On the other side of the resort are 262 Standard Rooms that are more basic and cottage-y in feel. These are located on the first floor, and spread out on grounds that often have peacocks roaming about. Rooms come with either one king or two queen beds, mini-fridges, flat-screen TVs, and safes for a fee. Room decor is not quite as modern here -– though there are fresh linens and the updated bathrooms (though smaller than the villas) have stand-up showers. These rooms do have small but private patios for sitting outside.
Excellent water sports, chic bar areas, and a stand-out spa and fitness center
The dining options are not the highlight at IFA. They are typical of neighboring resorts, and include two buffets -- one closer to the lobby for all three meals, and one closer to the beach which serves breakfast and dinner. During lunch, guests will order their beach drinks here and can grab a snack from the grill. The a la carte restaurants for dinner include Asian, Mexican, and seafood, and bookings are required for all, via phone call. Reservations can be hard to solidify though, considering the few options for the number of guests staying here. The pizzeria snack bar, Pikalo, is open until 2 a.m.
Bars, on the other hand, are more plentiful. There are seven spread out over the property, and that does not count the late-night disco, which boasts an above-average lighting, sound, and fog system, making it popular with young guests.
There are two main pool areas, one closer to the theater which has a swim-up bar, music, and activities from the animation team; and one closer to the lobby area for a quieter scene. Whirlpool-lovers will appreciate a separate bar that is surrounded by several identical hot tubs with jets. Since none of the pools are very deep, swimmers will want to make use of the long stretch of beach, waves, and water sports available to them.
The beach is perhaps the highlight of the resort, with a long path dividing the grounds from the sand. There is a beach spa here (the impressive main spa and fitness center is more inland) with second floor massage tables overlooking the sea. Those who want to drink with their toes in the sand, however, will have to trek across the path to the buffet area to order. Despite a few flaws, the wide beach area never seems crowded, and there are ample water sports as well as boats anchored for viewing in the distance.
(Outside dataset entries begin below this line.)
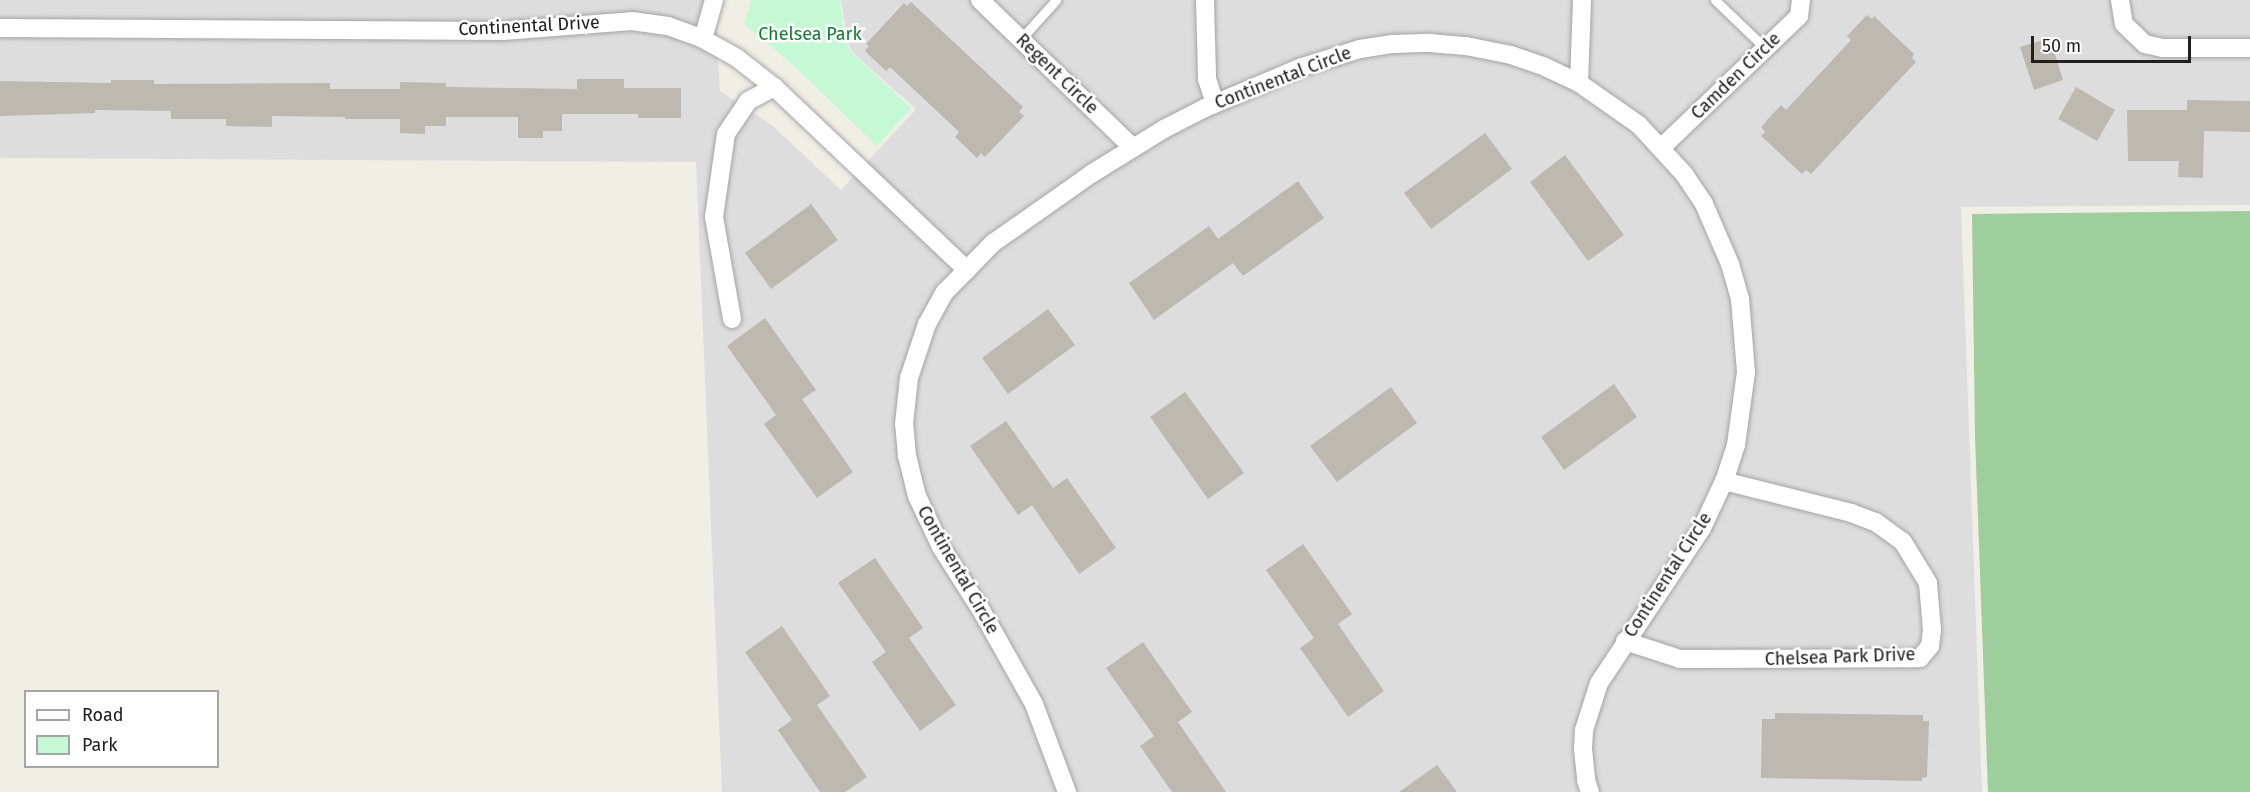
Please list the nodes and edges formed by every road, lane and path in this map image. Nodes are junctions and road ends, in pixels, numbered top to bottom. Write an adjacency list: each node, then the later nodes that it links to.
1 (714, 0): 10 (street)
2 (980, 0): 11 (street, Regent Circle)
3 (1056, 0): 11 (lane)
4 (1205, 0): 16 (street)
5 (1582, 0): 14 (street)
6 (1715, 0): 12 (lane)
7 (1801, 0): 12 (street, Camden Circle)
8 (2120, 0): 13 (street)
9 (0, 28): 10 (street, Continental Drive)
10 (703, 39): 15 (street, Continental Drive)
11 (1020, 40): 18 (street, Regent Circle)
12 (1765, 48): 17 (street, Camden Circle)
13 (2250, 48)
14 (1579, 83): 16 (street, Continental Circle); 17 (street, Continental Circle)
15 (774, 87): 19 (street, Continental Drive); 20 (street)
16 (1215, 104): 18 (street, Continental Circle)
17 (1662, 147): 21 (street, Continental Circle)
18 (1133, 148): 19 (street, Continental Circle)
19 (967, 270): 23 (street, Continental Circle)
20 (732, 319)
21 (1724, 481): 22 (street, Continental Circle); 22 (street, Chelsea Park Drive)
22 (1625, 641): 24 (street, Continental Circle)
23 (1065, 790)
24 (1590, 792)

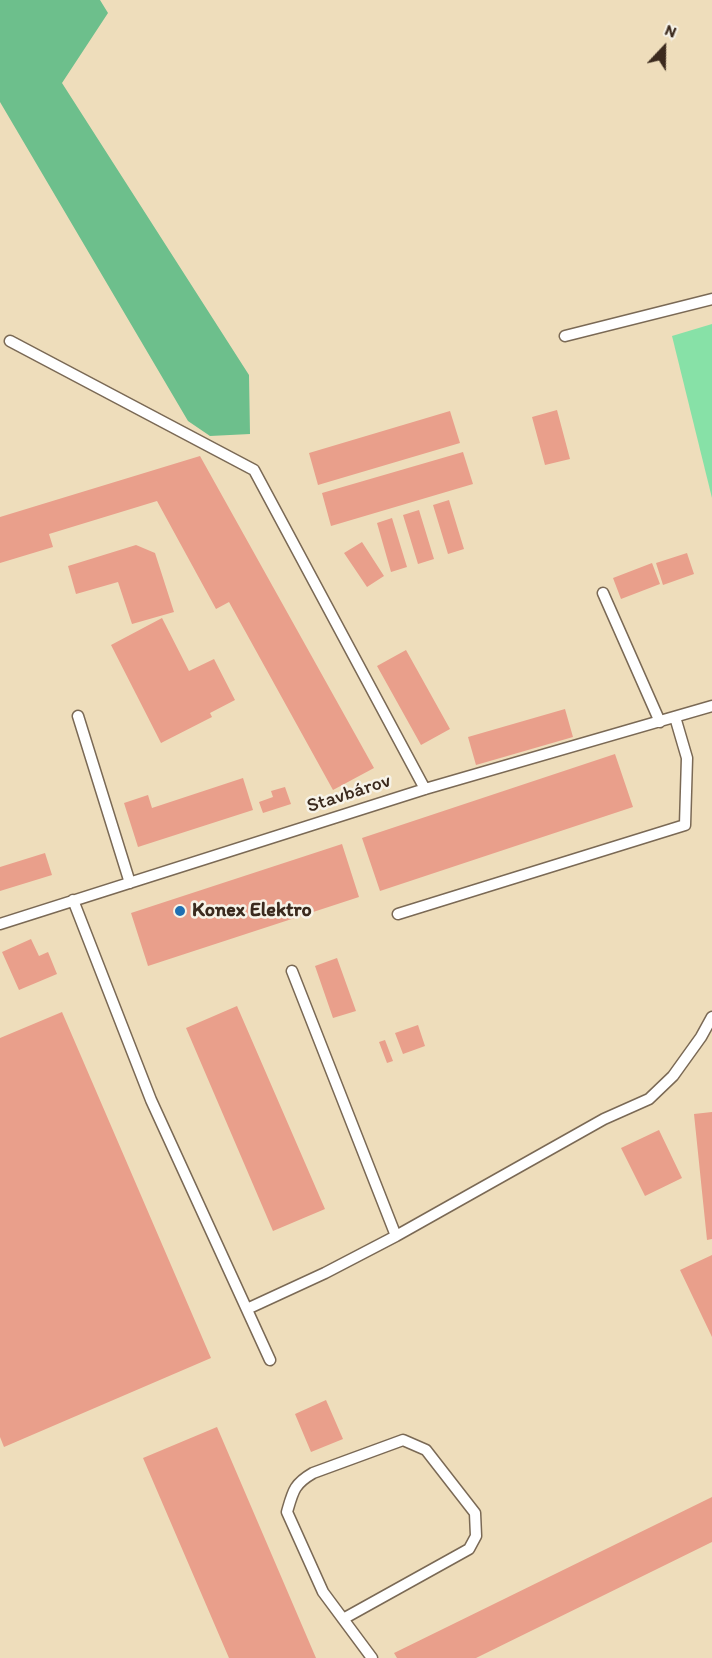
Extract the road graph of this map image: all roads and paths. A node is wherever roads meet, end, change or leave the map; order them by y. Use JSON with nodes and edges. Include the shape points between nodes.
{"nodes":[{"id":1,"x":712,"y":299,"type":"edge"},
{"id":2,"x":565,"y":336,"type":"dead end"},
{"id":3,"x":10,"y":341,"type":"dead end"},
{"id":4,"x":603,"y":593,"type":"dead end"},
{"id":5,"x":712,"y":706,"type":"edge"},
{"id":6,"x":78,"y":716,"type":"dead end"},
{"id":7,"x":675,"y":717,"type":"junction"},
{"id":8,"x":660,"y":722,"type":"junction"},
{"id":9,"x":425,"y":789,"type":"junction"},
{"id":10,"x":129,"y":883,"type":"junction"},
{"id":11,"x":73,"y":900,"type":"junction"},
{"id":12,"x":398,"y":914,"type":"dead end"},
{"id":13,"x":0,"y":924,"type":"edge"},
{"id":14,"x":292,"y":971,"type":"dead end"},
{"id":15,"x":712,"y":1017,"type":"edge"},
{"id":16,"x":396,"y":1236,"type":"junction"},
{"id":17,"x":247,"y":1310,"type":"junction"},
{"id":18,"x":270,"y":1360,"type":"dead end"},
{"id":19,"x":343,"y":1619,"type":"junction"},
{"id":20,"x":372,"y":1658,"type":"edge"}],
"edges":[{"from":1,"to":2,"type":"lane"},
{"from":3,"to":9,"type":"lane","via":[[254,470]]},
{"from":4,"to":8,"type":"lane"},
{"from":5,"to":7,"type":"lane","name":"Stavbárov"},
{"from":6,"to":10,"type":"lane"},
{"from":7,"to":8,"type":"lane","name":"Stavbárov"},
{"from":7,"to":12,"type":"lane","via":[[687,758],[685,825]]},
{"from":8,"to":9,"type":"lane","name":"Stavbárov"},
{"from":9,"to":10,"type":"lane","name":"Stavbárov"},
{"from":10,"to":11,"type":"lane","name":"Stavbárov"},
{"from":11,"to":13,"type":"lane","name":"Stavbárov"},
{"from":11,"to":17,"type":"lane","via":[[151,1100]]},
{"from":14,"to":16,"type":"lane"},
{"from":15,"to":16,"type":"lane","via":[[673,1076],[649,1099],[604,1119]]},
{"from":16,"to":17,"type":"lane"},
{"from":17,"to":18,"type":"lane"},
{"from":19,"to":19,"type":"lane","via":[[323,1592],[287,1512],[292,1494],[300,1481],[313,1473],[403,1440],[426,1449],[475,1513],[476,1536],[469,1549]]},
{"from":19,"to":20,"type":"lane"}]}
Non-motorized water sports include kayaking, paddle-boarding, sailing, boogie boards and windsurfing. Land activities include basketball, bocce ball, soccer, tennis, and beach volleyball. For a fee, guests can sign up for scuba diving lessons. The naturally-lit fitness center is attached to an impressive spa with unique services and dermatology treatments from a professional staff, including a doctor.
This 652-room property offers some amenities that stand out from other all-inclusives in Punta Cana, including a top-notch spa and dermatology program, a wide beach that stays relatively uncrowded, and some modern (almost chic) lounge areas to enjoy a drink. There are two buffets as well as three a la carte restaurants requiring reservations; dining is not a strong point here, though, and restaurants book up quickly. Rooms are divided into two areas: the garden-view, bungalow-style Standard Rooms, and the newer Superior Rooms with more contemporary furnishings. Expect an upgrade pitch upon arrival, but know that this more expensive option lacks a walk-out balcony. Guests use the free shuttle service to get around to the two main pools, outdoor whirlpool area, theater, bar, and the peaceful Cafe Dominicano. Beware of pesky sales people wandering around selling extras.